Несмотря на то что при малейшем усилии памяти в вашем мозгу возникают сотни комических положений, карикатурных фигур и физиономий, уморительных словечек, все же крайне трудно, мне по крайней мере, представить себе веселого Гоголя.
Конечно, над его остроумием хохотала вся читающая Русь, от наборщиков, у которых шрифт валился из рук от смеха, до Пушкина, и продолжает хохотать сейчас в лице каждого нового ученика школы первой ступени, у которого расплываются губки над книжкой Николая Васильевича.
Опираясь на портрет1, стараешься себе представить украинца с этими узкими, орехового цвета, искрящимися лукавством и наблюдательностью глазами, с обильными, тщательно причесанными волосами, полного своеобразной самоуверенности, готового подчас на хлестаковские выходки, вечно впитывающего в себя все курьезное и перерабатывающего этот материал в бессмертный смех.
И никак не можешь удержать перед собою этого образа.
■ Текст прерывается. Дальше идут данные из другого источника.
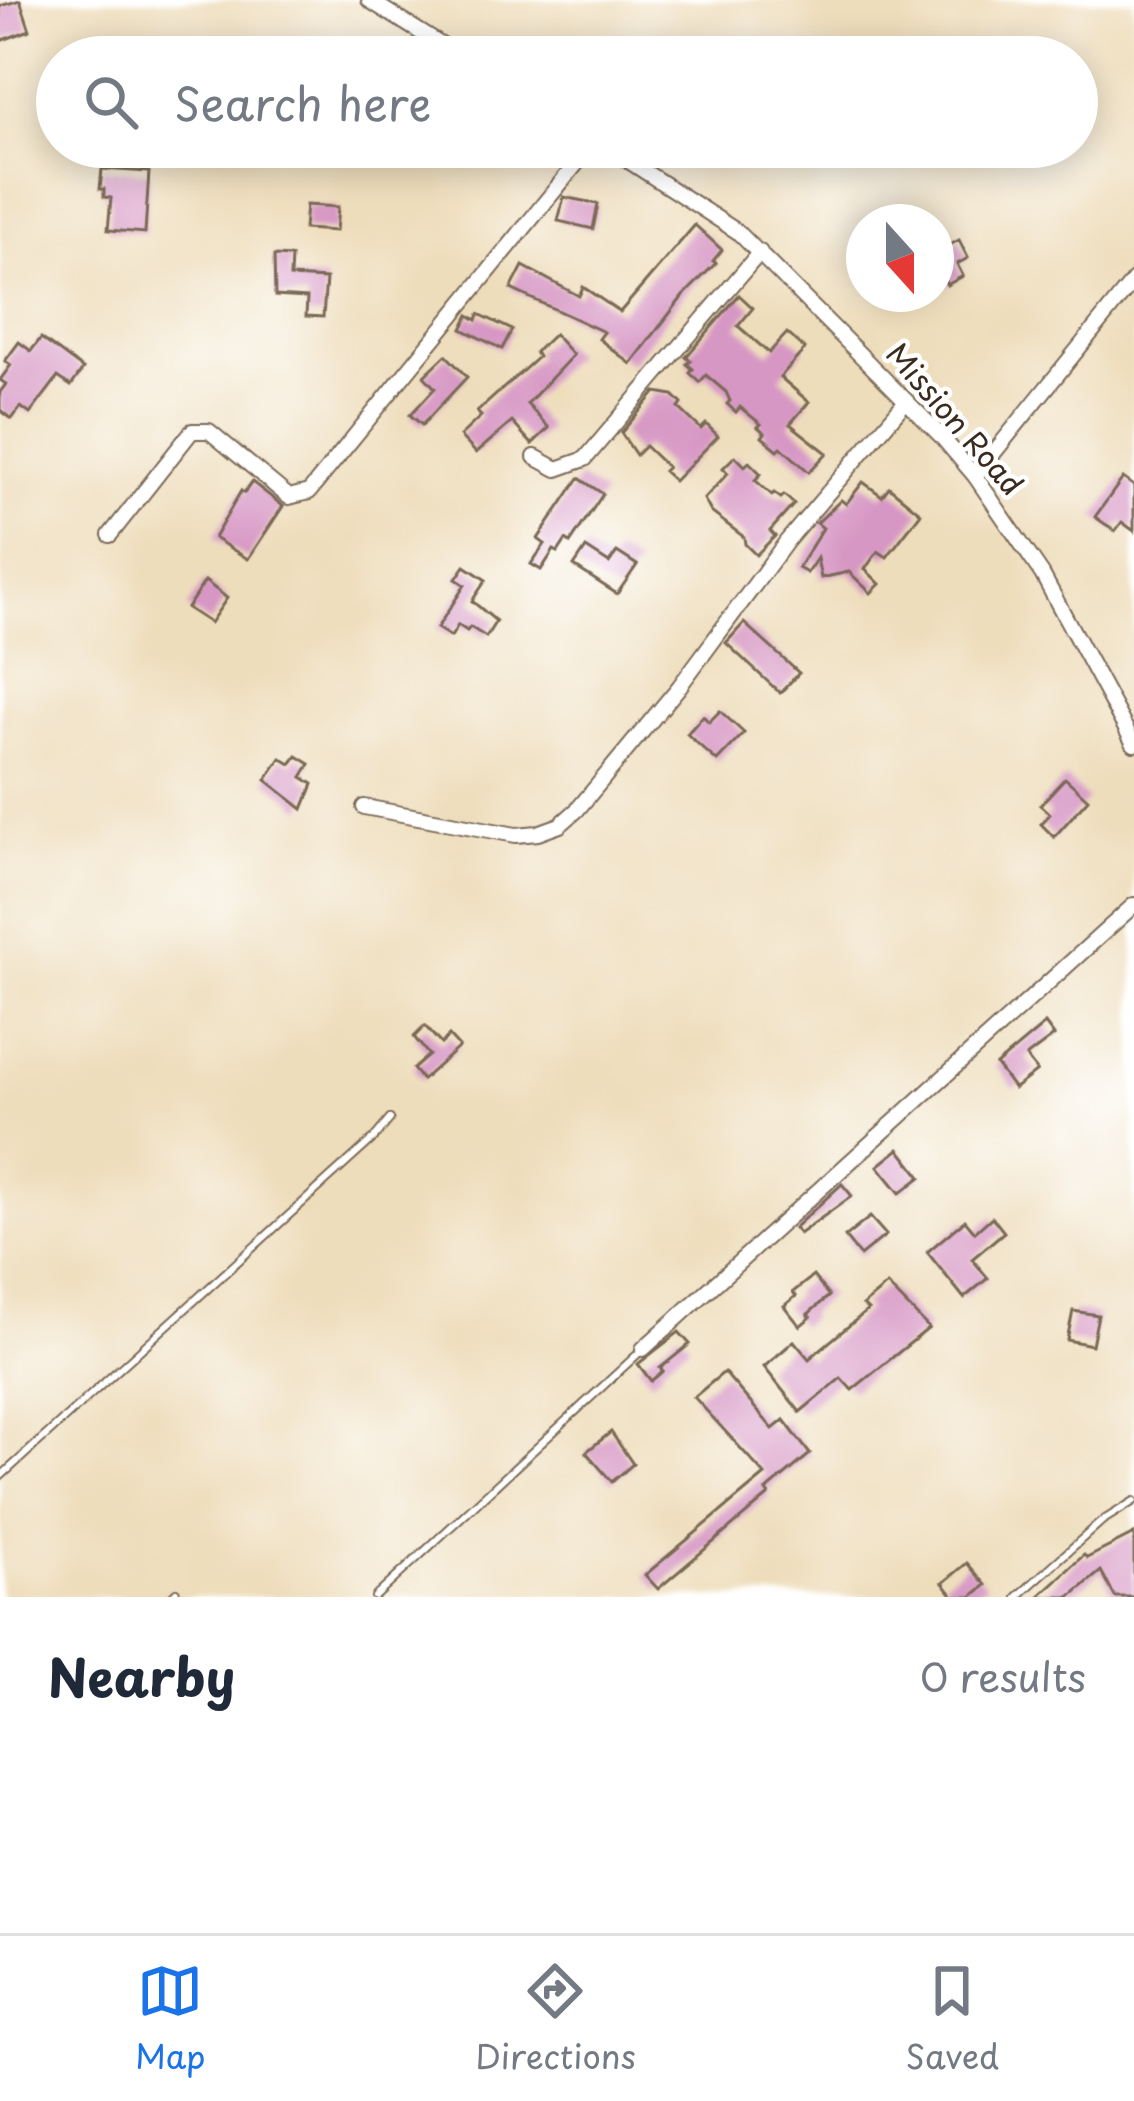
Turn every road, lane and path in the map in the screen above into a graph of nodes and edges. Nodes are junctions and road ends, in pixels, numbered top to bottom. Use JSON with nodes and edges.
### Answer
{"nodes":[{"id":1,"x":368,"y":0,"type":"edge"},
{"id":2,"x":426,"y":36,"type":"edge"},
{"id":3,"x":573,"y":168,"type":"edge"},
{"id":4,"x":640,"y":168,"type":"edge"},
{"id":5,"x":760,"y":252,"type":"junction"},
{"id":6,"x":1134,"y":280,"type":"edge"},
{"id":7,"x":906,"y":401,"type":"junction"},
{"id":8,"x":535,"y":457,"type":"dead end"},
{"id":9,"x":975,"y":476,"type":"junction"},
{"id":10,"x":110,"y":535,"type":"dead end"},
{"id":11,"x":1134,"y":744,"type":"edge"},
{"id":12,"x":364,"y":807,"type":"dead end"},
{"id":13,"x":1134,"y":905,"type":"edge"},
{"id":14,"x":390,"y":1119,"type":"dead end"},
{"id":15,"x":643,"y":1348,"type":"joint"},
{"id":16,"x":0,"y":1477,"type":"edge"},
{"id":17,"x":1134,"y":1502,"type":"edge"},
{"id":18,"x":375,"y":1597,"type":"edge"},
{"id":19,"x":1017,"y":1597,"type":"edge"}],
"edges":[{"from":1,"to":2,"type":"street"},
{"from":3,"to":10,"type":"street"},
{"from":4,"to":5,"type":"street","name":"Mission Road"},
{"from":5,"to":7,"type":"street","name":"Mission Road"},
{"from":5,"to":8,"type":"street"},
{"from":6,"to":9,"type":"street"},
{"from":7,"to":9,"type":"street","name":"Mission Road"},
{"from":7,"to":12,"type":"street"},
{"from":9,"to":11,"type":"street","name":"Mission Road"},
{"from":13,"to":15,"type":"street"},
{"from":14,"to":16,"type":"lane"},
{"from":15,"to":18,"type":"lane"},
{"from":17,"to":19,"type":"lane"}]}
Он заслоняется вновь другим Гоголем: желтым, худым, как скелет, обтянутый кожей, с неестественно вытянутым носом, с потухшими глазами, [видишь Гоголя] согбенного, угловатого, бесконечно скорбного, убитого, задумчивого, движением руки бросающего лист за листом свою рукопись в огонь, помешивающего щипцами, в то время как лицо его странно озаряется пожирающим его душу при виде этих листочков огнем, который играет в глазах, потускневших, ушедших в себя и переставших даже быть печальными от бесконечной муки.
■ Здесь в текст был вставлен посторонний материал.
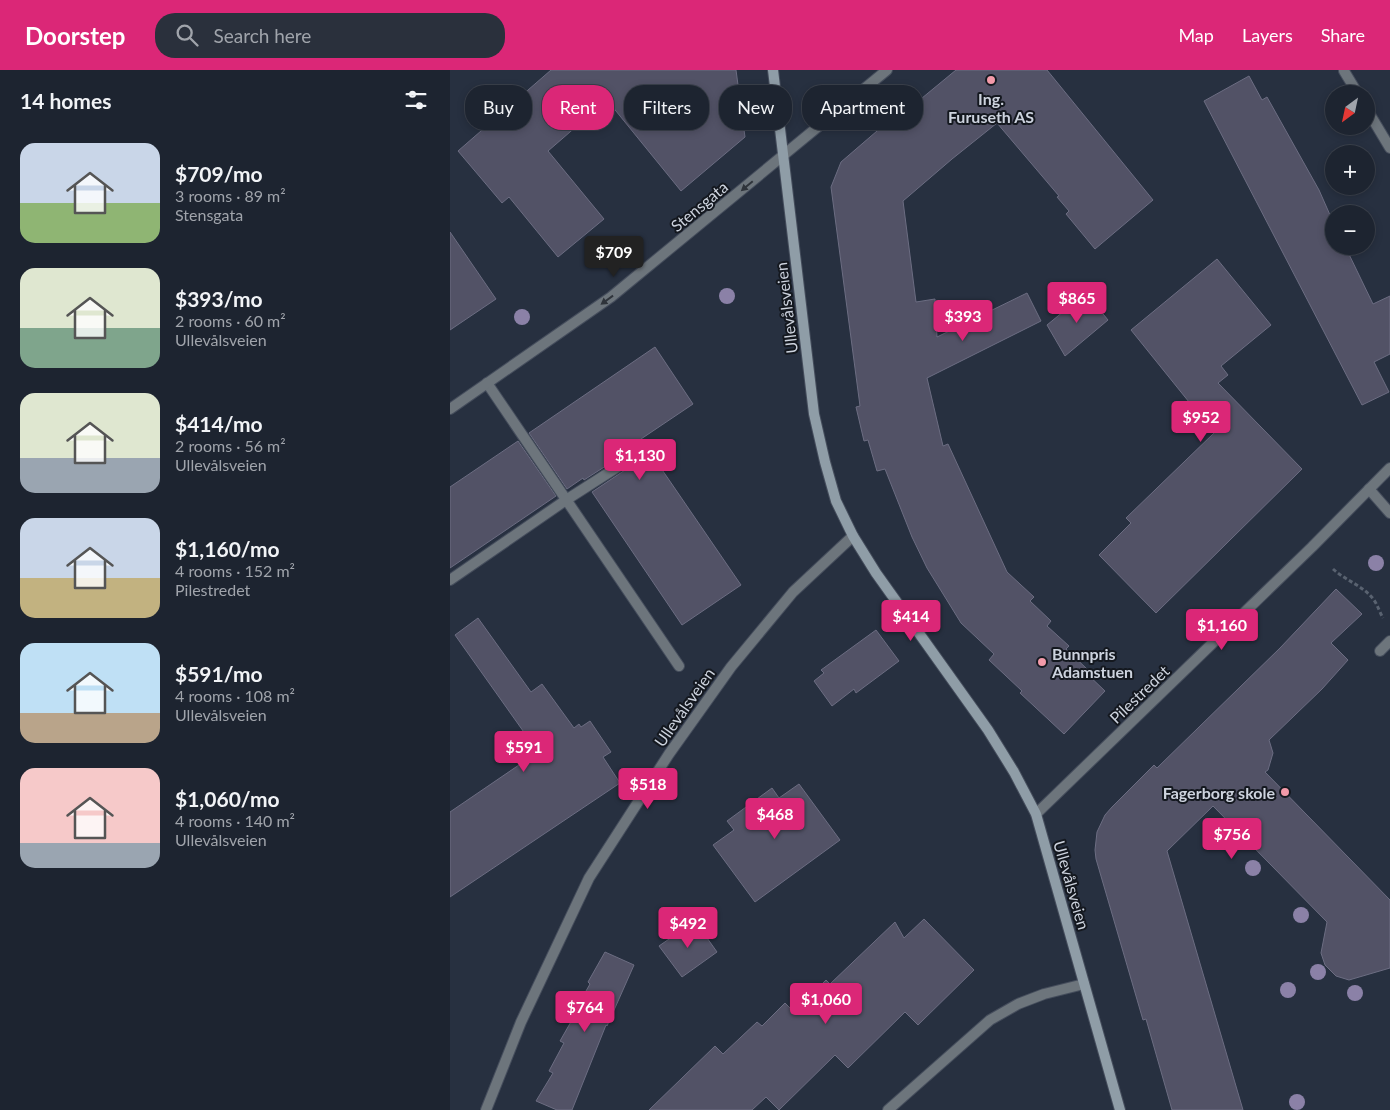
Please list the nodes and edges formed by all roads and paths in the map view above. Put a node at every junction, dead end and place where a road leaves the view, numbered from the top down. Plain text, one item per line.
1 (773, 70) edge
2 (887, 70) edge
3 (1344, 71) edge
4 (1353, 85) edge
5 (1375, 123) edge
6 (1390, 148) edge
7 (784, 154) junction
8 (488, 383) junction
9 (450, 408) edge
10 (630, 459) dead end
11 (1390, 468) edge
12 (1368, 489) junction
13 (566, 500) junction
14 (1390, 514) edge
15 (854, 536) junction
16 (1333, 569) dead end
17 (450, 580) edge
18 (1386, 622) dead end
19 (1390, 641) edge
20 (1380, 651) dead end
21 (679, 666) dead end
22 (1036, 814) junction
23 (1084, 984) junction
24 (486, 1110) edge
25 (888, 1110) edge
26 (1120, 1110) edge

1 - 7 street, Ullevålsveien
2 - 7 street, Stensgata
3 - 4 street
5 - 6 street
7 -> 8 street, Stensgata
7 - 15 street, Ullevålsveien
8 - 9 street, Stensgata
8 - 13 street
10 - 13 street
11 - 12 street, Pilestredet
12 - 14 street
12 - 22 street, Pilestredet
13 - 17 street
13 - 21 street
15 - 22 street, Ullevålsveien
15 - 24 street, Ullevålsveien
16 - 18 path
19 - 20 street
22 - 23 street, Ullevålsveien
23 - 25 street
23 - 26 street, Ullevålsveien

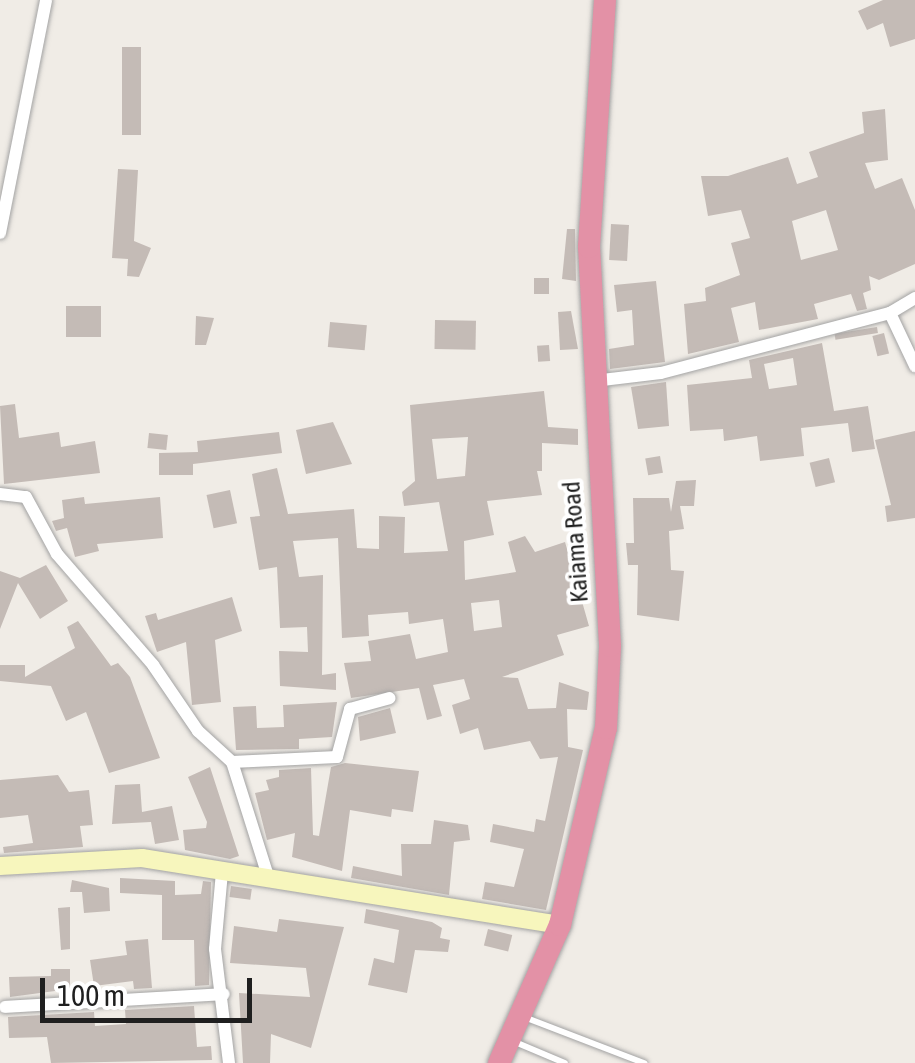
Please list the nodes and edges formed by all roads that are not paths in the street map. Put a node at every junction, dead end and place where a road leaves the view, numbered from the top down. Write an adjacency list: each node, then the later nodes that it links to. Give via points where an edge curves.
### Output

Конечно, с самого начала в Гоголе было много противоречий, с самого начала душа его была богата элементами мучительными.
Мы знаем, например, что он был болезненно, почти отвратительно честолюбив. Ум его был занят грандиозными мечтами, граничащими с манией и иногда делавшими его каким-то гениальным Недопюскиным2. Это честолюбие заставляло его все время браться за разрешение проблем, абсолютно не бывших ему по плечу. И свою болезненную развязность он сам распял потом не только со смехом, но и с внутренним страхом и раздражением в фигуре Хлестакова.
Это непомерное честолюбие, ревнивое и подозрительное, легко получало раны. Горестное положение «русского сочинителя» усугубляло такие возможности. Не будь даже в Гоголе этих хлестаковских замашек, то и тогда самолюбию его жизнь нанесла бы железные щелчки. А при своеобразном сдержанном «империализме» его — щелчков таких приходилось переживать очень много. И тут вырисовывалась другая сторона Гоголя-Хлестакова — его огромная неуверенность в себе.
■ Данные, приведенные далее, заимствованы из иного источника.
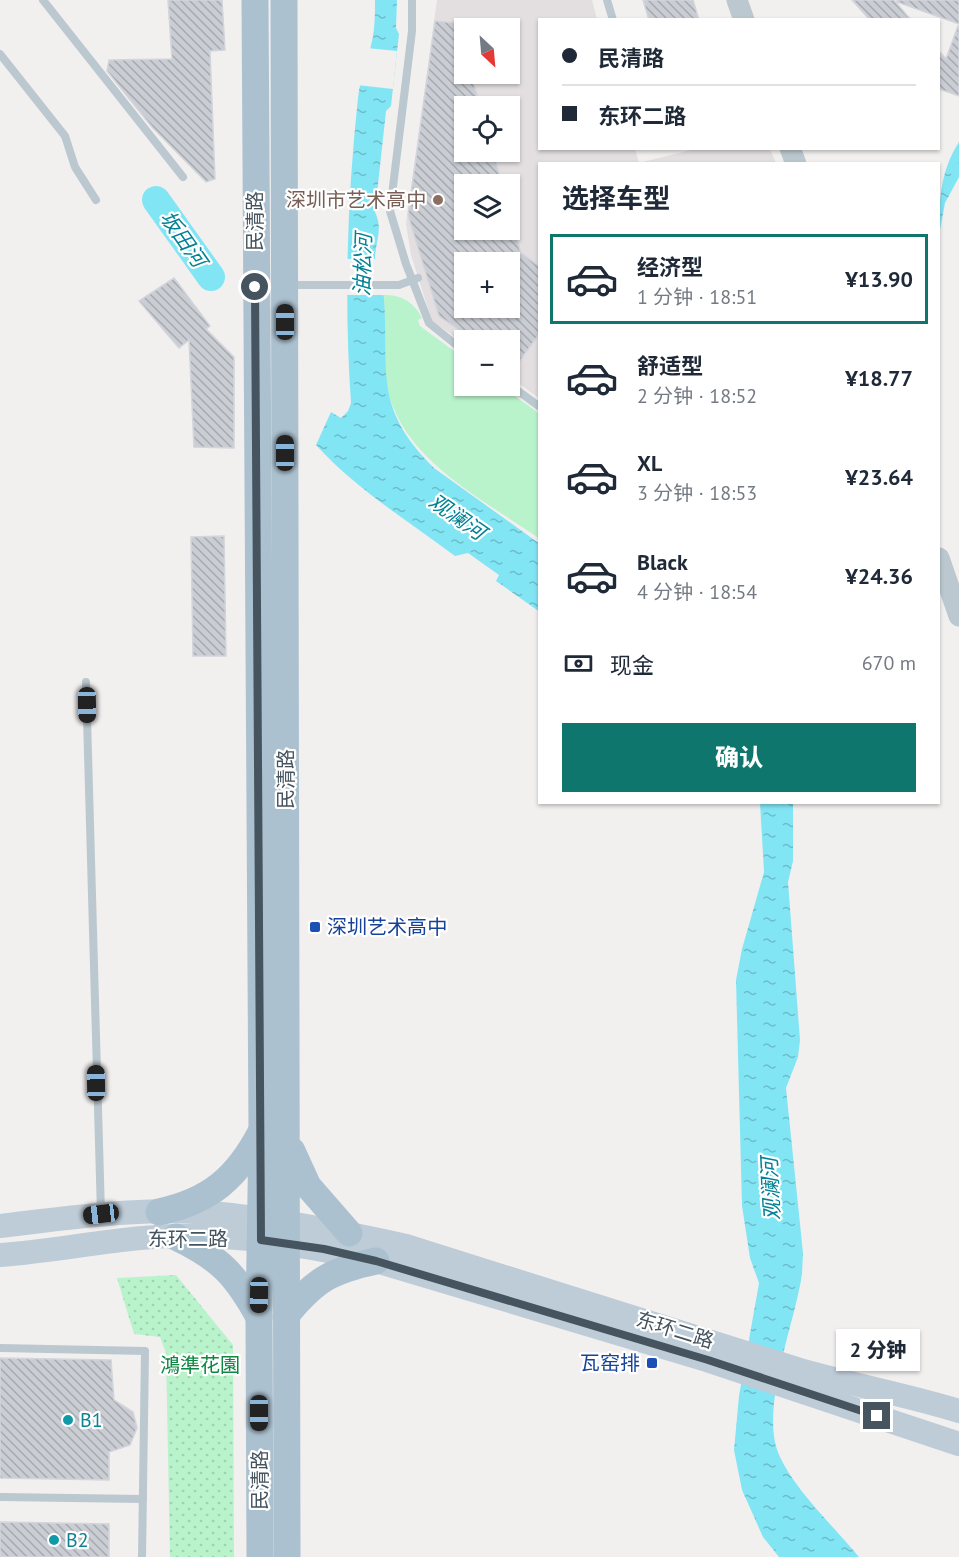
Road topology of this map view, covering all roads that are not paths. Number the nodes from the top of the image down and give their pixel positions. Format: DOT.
graph roads {
  1 [pos="43,0"];
  2 [pos="255,0"];
  3 [pos="284,0"];
  4 [pos="412,0"];
  5 [pos="607,0"];
  6 [pos="737,0"];
  7 [pos="612,18"];
  8 [pos="743,18"];
  9 [pos="0,54"];
  10 [pos="183,177"];
  11 [pos="96,200"];
  12 [pos="415,279"];
  13 [pos="285,285"];
  14 [pos="454,344"];
  15 [pos="520,392"];
  16 [pos="538,406"];
  17 [pos="940,561"];
  18 [pos="959,616"];
  19 [pos="86,682"];
  20 [pos="262,1131"];
  21 [pos="287,1137"];
  22 [pos="159,1212"];
  23 [pos="101,1214"];
  24 [pos="0,1226"];
  25 [pos="260,1230"];
  26 [pos="288,1233"];
  27 [pos="349,1233"];
  28 [pos="176,1237"];
  29 [pos="0,1255"];
  30 [pos="376,1261"];
  31 [pos="288,1313"];
  32 [pos="259,1318"];
  33 [pos="0,1348"];
  34 [pos="710,1351"];
  35 [pos="797,1379"];
  36 [pos="959,1411"];
  37 [pos="959,1444"];
  38 [pos="0,1497"];
  39 [pos="142,1499"];
  40 [pos="142,1557"];
  41 [pos="260,1557"];
  42 [pos="287,1557"];
  1 -- 10 [label="lane"];
  2 -- 20 [label="main road, 民清路"];
  3 -- 13 [label="main road, 民清路"];
  4 -- 12 [label="lane"];
  5 -- 7 [label="lane"];
  6 -- 8 [label="street"];
  9 -- 11 [label="lane"];
  12 -- 13 [label="lane"];
  12 -- 14 [label="lane"];
  13 -- 21 [label="main road, 民清路"];
  15 -- 16 [label="lane"];
  17 -- 18 [label="street"];
  19 -- 23 [label="lane"];
  20 -- 22 [label="main road"];
  20 -- 25 [label="main road, 民清路"];
  21 -- 26 [label="main road, 民清路"];
  21 -- 27 [label="main road"];
  22 -- 23 [label="main road, 东环二路"];
  22 -- 25 [label="main road, 东环二路"];
  23 -- 24 [label="main road, 东环二路"];
  25 -- 26 [label="main road, 东环二路"];
  25 -- 28 [label="main road, 东环二路"];
  25 -- 32 [label="main road, 民清路"];
  26 -- 27 [label="main road, 东环二路"];
  26 -- 30 [label="main road, 东环二路"];
  26 -- 31 [label="main road, 民清路"];
  27 -- 34 [label="main road, 东环二路"];
  28 -- 29 [label="main road, 东环二路"];
  28 -- 32 [label="main road"];
  30 -- 31 [label="main road"];
  30 -- 34 [label="main road, 东环二路"];
  31 -- 42 [label="main road, 民清路"];
  32 -- 41 [label="main road, 民清路"];
  33 -- 39 [label="lane"];
  34 -- 35 [label="main road, 东环二路"];
  35 -- 36 [label="main road, 东环二路"];
  35 -- 37 [label="main road, 东环二路"];
  38 -- 39 [label="lane"];
  39 -- 40 [label="lane"];
}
Это ведь часто бывает: много внешнего апломба, большие запросы, грандиозные мечты, и за всем этим, рядом со всем этим целая пропасть робости, робости провинциала, робости человека, у которого никогда не ладилась половая жизнь, — робости, подчас повергавшей Гоголя в настоящую одичалость и грубую замкнутость.
Вероятно, часто бывало, что вспенившиеся порывы Гоголя, его волшебные постройки распадались от какого-нибудь толчка. Тогда он угасал весь, его фейерверк портился, он становился похожим на какую-то мокрую ворону, забившуюся в угол и пугливо насупившуюся.
Это было далеко не единственное противоречие. Рядом с ним и, может быть, глубже его жило то, что отметил в своем превосходном труде о Гоголе тов. Переверзев3.
Кто же не знает теперь, что Гоголь был романтик и, вместе с тем, натуралист? Тов. Переверзев совершенно верно отмечает, что фантазия Гоголя, когда она заносилась в звездные поднебесья, когда она разбухала, становилась гиперболичной, очень часто оказывалась вместе с тем худосочной. Его положительные типы, даже в сказочных его произведениях, всегда трафаретны и лубочны. Знаменитые описания его (припомним хотя бы «Днепр») не имеют ничего общего с действительностью и сбиваются на велеречивые фразы. Это не значит, конечно, чтобы Гоголь-романтик был вообще слаб. Нисколько. Навеки и для всех живут в его произведениях многие поверья украинского народа, навеки и для всех созданы им сказки, то неудержимо смешные, то непобедимо страшные. И просто выбросить Гоголя-романтика и просто сказать, что живым и интересным он становится только тогда, когда опирается на конкретные, материальные рожи и сцены из помещичьей Печенегии, конечно, нельзя.